Michael Youn enfile sa fraiche cagoule de réalisateur et propose d’illuminer les écrans de cinéma en racontant la rédemption de son personnage de rappeur gangsta bidon au succès fulgurant, Fatal Bazooka après la révélation au grand public de ses origines savoyardes bien loin du 9-3 de NTM ou de South Central de Dr Dre. Cette déchéance honteuse le forcera à revenir à ces ambitions de bergers montagnards au près de sa famille qui le poussera à revenir sur le devant de la scène.
Issu d’un sketch de télévision, ce personnage illustre le savoir faire parodique de Youn qui maîtrise parfaitement une pratique comique sous-exploité au cinéma français. La réussite des parodies de clips vidéo, de pubs ou de la branche ultra-commerciale de l’industrie musicale aide un scénario léger aux forts accents vulgaires.
La vulgarité peut être poétique lorsqu’elle est utilisée quand on ne s’y attend pas. Youn utilise à l’extrême les ressorts scatologiques et sexuels alors qu’il prouve dans plusieurs scènes qu’il sait manipuler différentes mécaniques de l’écriture humoristique. Lorsque Fatal se retrouve chez ses parents, en Savoie, Youn abandonne son jeu grimaçant et redevient un comédien. Le personnage existe, le spectateur saisit enfin ses motivations et dépose ses aprioris. Il est aussi curieux de constater que les personnages secondaires interprétés par ses amis et sa femme sont absents de ces différentes scènes.

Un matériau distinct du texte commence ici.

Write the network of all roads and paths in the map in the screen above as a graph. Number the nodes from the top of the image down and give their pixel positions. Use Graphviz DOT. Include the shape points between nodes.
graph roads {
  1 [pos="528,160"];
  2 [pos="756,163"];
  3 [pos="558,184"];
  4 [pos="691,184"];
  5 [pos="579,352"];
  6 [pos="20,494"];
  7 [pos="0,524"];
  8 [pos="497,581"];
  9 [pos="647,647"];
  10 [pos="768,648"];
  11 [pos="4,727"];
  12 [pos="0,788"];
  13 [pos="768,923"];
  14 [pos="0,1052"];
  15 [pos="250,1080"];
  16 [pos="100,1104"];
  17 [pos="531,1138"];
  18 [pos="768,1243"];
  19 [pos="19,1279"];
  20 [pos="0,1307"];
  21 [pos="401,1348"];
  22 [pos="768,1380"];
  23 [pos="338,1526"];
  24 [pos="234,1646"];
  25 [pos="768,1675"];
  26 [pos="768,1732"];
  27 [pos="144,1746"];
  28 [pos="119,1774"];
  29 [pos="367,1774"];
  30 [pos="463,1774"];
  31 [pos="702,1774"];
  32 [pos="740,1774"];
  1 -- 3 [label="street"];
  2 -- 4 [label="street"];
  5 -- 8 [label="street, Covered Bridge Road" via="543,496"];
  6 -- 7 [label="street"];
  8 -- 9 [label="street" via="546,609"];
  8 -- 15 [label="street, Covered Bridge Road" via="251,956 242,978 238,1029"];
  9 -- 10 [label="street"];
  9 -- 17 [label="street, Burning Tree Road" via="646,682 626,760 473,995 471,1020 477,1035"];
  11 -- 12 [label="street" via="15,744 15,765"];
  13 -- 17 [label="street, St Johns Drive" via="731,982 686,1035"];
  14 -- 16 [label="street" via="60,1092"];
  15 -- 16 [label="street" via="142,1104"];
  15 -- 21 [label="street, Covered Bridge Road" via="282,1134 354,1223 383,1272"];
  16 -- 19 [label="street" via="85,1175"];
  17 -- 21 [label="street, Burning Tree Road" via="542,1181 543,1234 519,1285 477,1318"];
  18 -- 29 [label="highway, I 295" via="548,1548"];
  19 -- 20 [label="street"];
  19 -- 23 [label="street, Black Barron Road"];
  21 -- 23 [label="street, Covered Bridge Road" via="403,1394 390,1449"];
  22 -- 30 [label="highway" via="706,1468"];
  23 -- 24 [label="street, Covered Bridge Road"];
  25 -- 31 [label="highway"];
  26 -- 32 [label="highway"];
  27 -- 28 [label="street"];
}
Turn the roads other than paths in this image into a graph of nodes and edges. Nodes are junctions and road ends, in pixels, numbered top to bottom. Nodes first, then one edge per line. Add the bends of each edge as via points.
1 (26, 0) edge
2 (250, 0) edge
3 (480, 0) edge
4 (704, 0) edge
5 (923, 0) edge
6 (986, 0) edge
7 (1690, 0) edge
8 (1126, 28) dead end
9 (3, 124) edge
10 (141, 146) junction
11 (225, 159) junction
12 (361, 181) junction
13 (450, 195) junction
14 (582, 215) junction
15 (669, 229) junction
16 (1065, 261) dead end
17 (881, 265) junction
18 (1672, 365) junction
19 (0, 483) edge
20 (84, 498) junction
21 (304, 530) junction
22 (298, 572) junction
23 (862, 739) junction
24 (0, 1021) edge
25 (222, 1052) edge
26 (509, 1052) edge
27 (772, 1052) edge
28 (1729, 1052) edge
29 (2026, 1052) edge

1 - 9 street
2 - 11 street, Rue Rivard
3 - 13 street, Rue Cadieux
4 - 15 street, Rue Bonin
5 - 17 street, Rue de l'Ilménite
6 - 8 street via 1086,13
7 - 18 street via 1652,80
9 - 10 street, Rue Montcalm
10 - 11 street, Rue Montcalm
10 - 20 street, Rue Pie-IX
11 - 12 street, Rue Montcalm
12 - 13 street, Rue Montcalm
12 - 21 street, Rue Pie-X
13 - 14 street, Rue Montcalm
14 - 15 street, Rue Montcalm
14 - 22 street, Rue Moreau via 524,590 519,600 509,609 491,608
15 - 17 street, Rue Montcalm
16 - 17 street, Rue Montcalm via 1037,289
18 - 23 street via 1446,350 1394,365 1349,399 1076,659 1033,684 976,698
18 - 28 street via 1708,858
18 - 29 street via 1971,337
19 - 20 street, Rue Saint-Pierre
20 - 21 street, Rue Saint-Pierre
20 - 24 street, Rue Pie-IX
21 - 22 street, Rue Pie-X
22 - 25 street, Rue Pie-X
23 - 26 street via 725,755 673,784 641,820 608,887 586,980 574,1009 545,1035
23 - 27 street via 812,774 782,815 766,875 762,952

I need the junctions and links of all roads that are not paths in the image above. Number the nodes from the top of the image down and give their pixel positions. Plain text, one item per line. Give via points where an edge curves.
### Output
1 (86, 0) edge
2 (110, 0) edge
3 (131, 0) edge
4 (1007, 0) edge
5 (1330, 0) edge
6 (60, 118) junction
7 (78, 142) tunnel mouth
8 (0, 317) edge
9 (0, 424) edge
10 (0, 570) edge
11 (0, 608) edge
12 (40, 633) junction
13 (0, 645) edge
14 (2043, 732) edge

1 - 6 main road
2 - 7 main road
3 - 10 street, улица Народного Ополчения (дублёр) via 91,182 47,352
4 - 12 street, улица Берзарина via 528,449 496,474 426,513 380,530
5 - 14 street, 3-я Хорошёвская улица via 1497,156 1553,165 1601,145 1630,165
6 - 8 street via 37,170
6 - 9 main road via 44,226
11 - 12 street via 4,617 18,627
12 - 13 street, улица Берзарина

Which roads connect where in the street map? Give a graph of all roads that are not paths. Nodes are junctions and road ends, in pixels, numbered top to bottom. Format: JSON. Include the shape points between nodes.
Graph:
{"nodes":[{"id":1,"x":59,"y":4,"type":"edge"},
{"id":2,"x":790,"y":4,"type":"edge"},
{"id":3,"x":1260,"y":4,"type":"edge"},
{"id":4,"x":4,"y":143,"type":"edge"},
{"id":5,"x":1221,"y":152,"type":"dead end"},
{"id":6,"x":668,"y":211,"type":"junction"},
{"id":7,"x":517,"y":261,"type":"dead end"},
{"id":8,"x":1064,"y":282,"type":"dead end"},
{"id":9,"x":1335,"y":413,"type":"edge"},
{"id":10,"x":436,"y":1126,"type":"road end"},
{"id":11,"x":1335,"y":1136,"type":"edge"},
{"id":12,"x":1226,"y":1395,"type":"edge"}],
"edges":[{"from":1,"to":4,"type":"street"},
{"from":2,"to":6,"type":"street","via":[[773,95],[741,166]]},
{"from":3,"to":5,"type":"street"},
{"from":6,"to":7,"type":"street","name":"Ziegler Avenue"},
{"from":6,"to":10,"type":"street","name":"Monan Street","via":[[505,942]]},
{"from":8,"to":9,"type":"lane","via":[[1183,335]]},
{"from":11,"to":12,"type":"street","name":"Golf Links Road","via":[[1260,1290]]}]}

Youn a voulu s’entourer de ses proches pour engranger de la confiance pour la réalisation de son premier film mais oublie de les diriger et les laisse s’embourber dans une outrance désagréable alors qu’il offre une place de choix à Stéphane Rousseau qui excelle dans la peau d’un DJ français adulé, une sorte de David Guetta écolo d’une sobriété jubilatoire.
En gommant le surplus ankylosant de grimace et d’humour potache qui plaira aux plus jeunes et en délaissant quelque peu son entourage routinier, Michael Youn réussirait à surprendre assis sur une chaise de réalisateur de comédies à succès.